Activity: Word for word, repeat the lines of the records from the first line up to and including the line that contains "pinky mcp: (682, 382)", passing over any pictures.

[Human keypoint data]
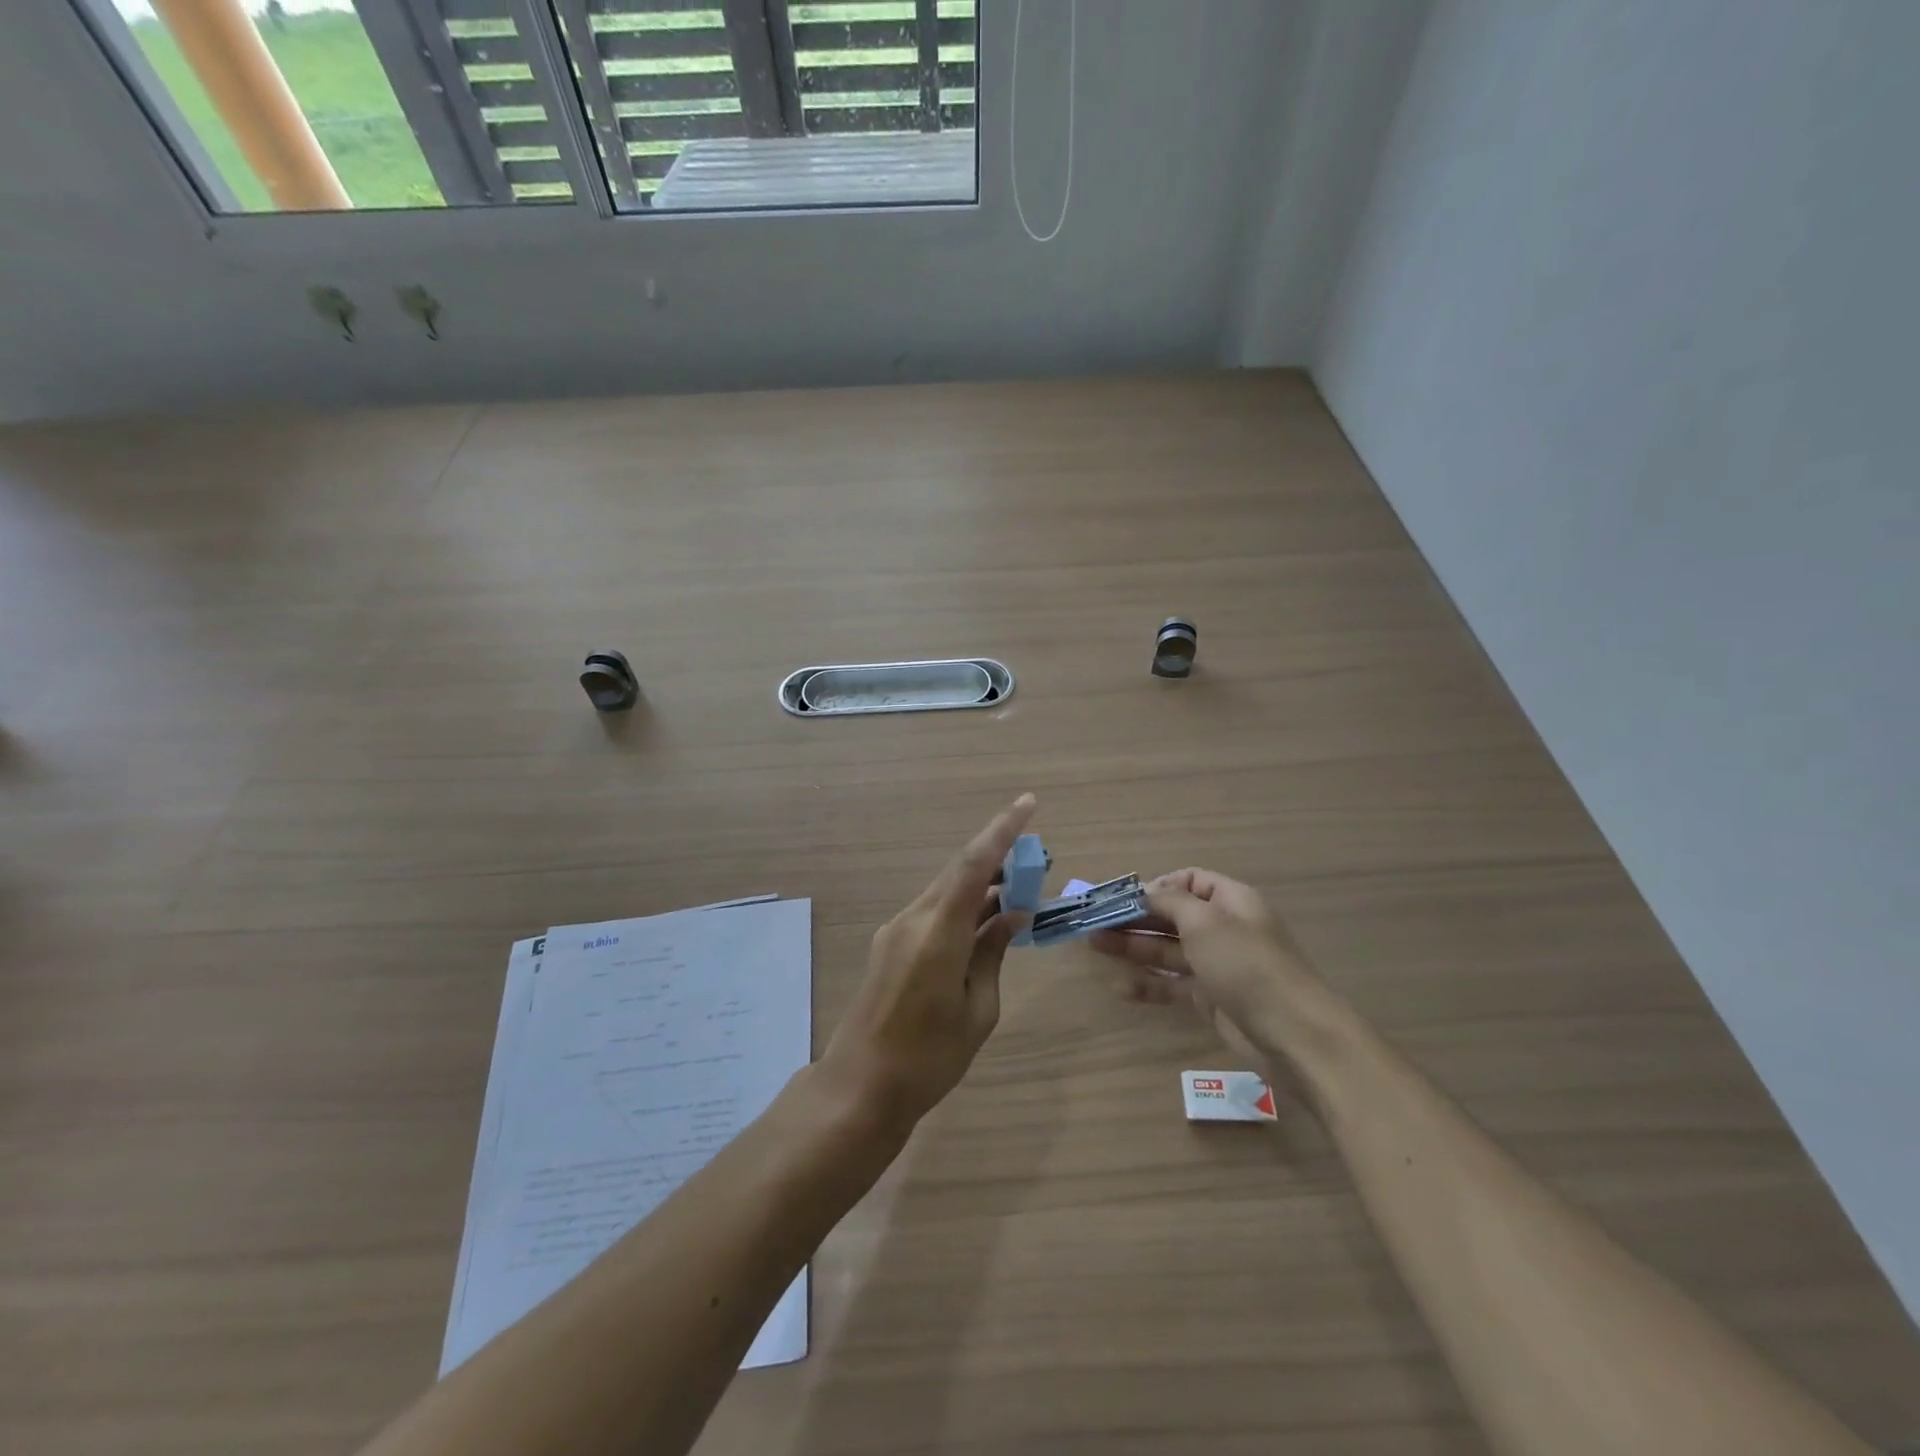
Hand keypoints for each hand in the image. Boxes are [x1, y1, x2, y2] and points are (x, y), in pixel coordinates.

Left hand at [821, 794, 1036, 1134]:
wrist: (860, 1086)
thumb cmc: (929, 1058)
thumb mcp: (977, 1009)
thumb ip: (993, 953)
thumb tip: (1011, 916)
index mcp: (938, 933)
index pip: (973, 865)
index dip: (1002, 831)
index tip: (1028, 803)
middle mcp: (913, 919)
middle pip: (959, 872)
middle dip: (998, 858)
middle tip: (1036, 860)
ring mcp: (896, 930)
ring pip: (946, 890)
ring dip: (981, 885)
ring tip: (1019, 892)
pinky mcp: (890, 943)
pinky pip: (934, 911)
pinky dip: (963, 906)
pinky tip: (986, 922)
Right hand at [1090, 868, 1318, 1056]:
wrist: (1294, 1035)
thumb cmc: (1247, 965)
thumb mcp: (1206, 922)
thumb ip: (1170, 902)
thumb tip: (1146, 893)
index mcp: (1231, 901)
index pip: (1190, 881)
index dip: (1157, 886)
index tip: (1125, 899)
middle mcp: (1224, 929)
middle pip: (1173, 916)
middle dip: (1135, 917)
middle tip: (1095, 922)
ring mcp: (1217, 966)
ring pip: (1168, 950)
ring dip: (1133, 946)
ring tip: (1094, 945)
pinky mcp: (1211, 999)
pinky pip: (1173, 985)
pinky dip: (1148, 984)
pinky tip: (1120, 988)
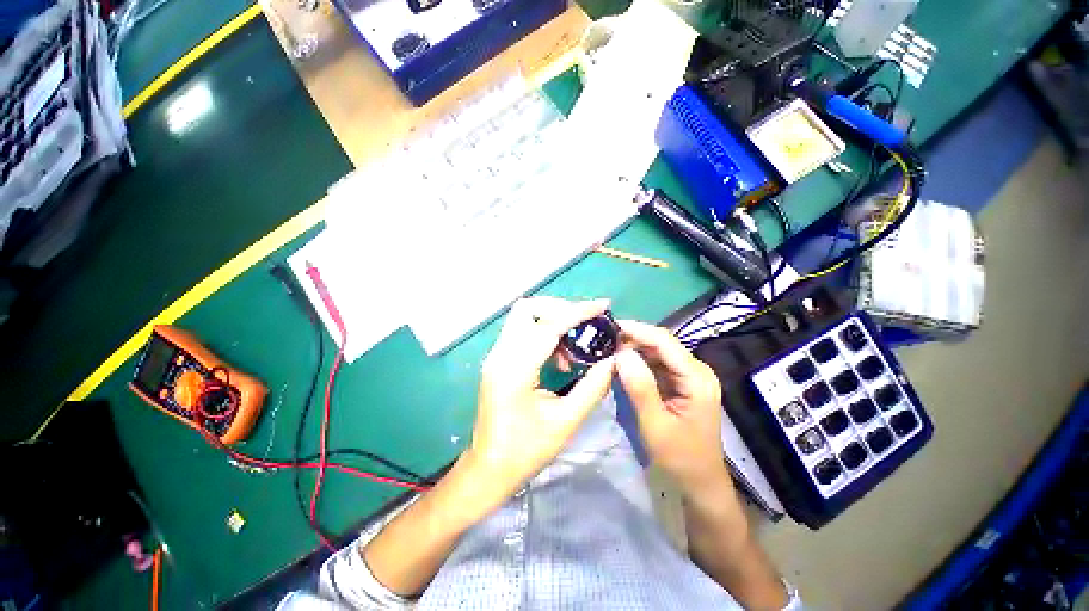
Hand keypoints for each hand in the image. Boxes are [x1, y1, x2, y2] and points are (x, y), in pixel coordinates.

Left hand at [466, 297, 616, 507]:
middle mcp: (500, 354)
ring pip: (523, 317)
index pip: (549, 325)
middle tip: (585, 323)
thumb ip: (593, 386)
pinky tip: (558, 356)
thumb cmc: (526, 450)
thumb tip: (613, 360)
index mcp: (515, 369)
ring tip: (573, 345)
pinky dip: (543, 332)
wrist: (489, 468)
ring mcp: (495, 356)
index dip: (578, 312)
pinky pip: (521, 331)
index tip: (603, 306)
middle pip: (527, 309)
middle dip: (560, 309)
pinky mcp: (497, 360)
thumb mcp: (566, 421)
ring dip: (552, 320)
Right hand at [615, 320, 728, 491]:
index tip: (610, 326)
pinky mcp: (682, 382)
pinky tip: (623, 363)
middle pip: (662, 343)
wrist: (700, 482)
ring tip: (609, 349)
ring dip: (634, 348)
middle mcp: (696, 370)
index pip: (664, 341)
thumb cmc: (679, 458)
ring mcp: (690, 376)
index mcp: (696, 378)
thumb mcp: (655, 425)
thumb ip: (639, 387)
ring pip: (658, 351)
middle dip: (633, 338)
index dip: (637, 330)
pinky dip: (639, 361)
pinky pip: (658, 363)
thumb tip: (621, 353)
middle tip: (604, 340)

Written solution:
Hand keypoints for each hand in the image. Boxes are [x1, y1, x2, y2] and points are (x, y), in pixel coordinates.

Left hand at [821, 794, 1036, 1134]:
wrist: (860, 1086)
thumb cmc: (929, 1058)
thumb mcp: (977, 1009)
thumb ip: (993, 953)
thumb tip: (1011, 916)
index mcp: (938, 933)
index pip: (973, 865)
index dip: (1002, 831)
index tip: (1028, 803)
middle mcp: (913, 919)
middle pip: (959, 872)
middle dip: (998, 858)
middle tip: (1036, 860)
ring mcp: (896, 930)
ring pip: (946, 890)
ring dip: (981, 885)
ring tip: (1019, 892)
pinky mcp: (890, 943)
pinky pip: (934, 911)
pinky dip: (963, 906)
pinky tip: (986, 922)
Right hand at [1090, 868, 1318, 1056]:
wrist: (1294, 1035)
thumb cmc: (1247, 965)
thumb mcp: (1206, 922)
thumb ip: (1170, 902)
thumb tip: (1146, 893)
index mcp: (1231, 901)
index pip: (1190, 881)
index dip: (1157, 886)
index tip: (1125, 899)
middle mcp: (1224, 929)
middle pip: (1173, 916)
middle dip: (1135, 917)
middle tip: (1095, 922)
ring mcp: (1217, 966)
ring pip: (1168, 950)
ring dip: (1133, 946)
ring tip: (1094, 945)
pinky mcp: (1211, 999)
pinky pip: (1173, 985)
pinky dip: (1148, 984)
pinky tip: (1120, 988)
Hand keypoints for each hand in the image. Boxes are [x1, y1, x2, y2] and points are (x, y), in pixel coordinates.

Left hand at [466, 297, 616, 507]:
middle mcp: (500, 354)
ring pip: (523, 317)
index pip: (549, 325)
middle tip: (585, 323)
thumb ip: (593, 386)
pinky tip: (558, 356)
thumb cmc: (526, 450)
thumb tip: (613, 360)
index mcp: (515, 369)
ring tip: (573, 345)
pinky dip: (543, 332)
wrist: (489, 468)
ring mcp: (495, 356)
index dip: (578, 312)
pinky pip: (521, 331)
index tip: (603, 306)
middle pip: (527, 309)
middle dip: (560, 309)
pinky mcp: (497, 360)
thumb mcp: (566, 421)
ring dip: (552, 320)
Right hand at [615, 320, 728, 491]:
index tip: (610, 326)
pinky mcp: (682, 382)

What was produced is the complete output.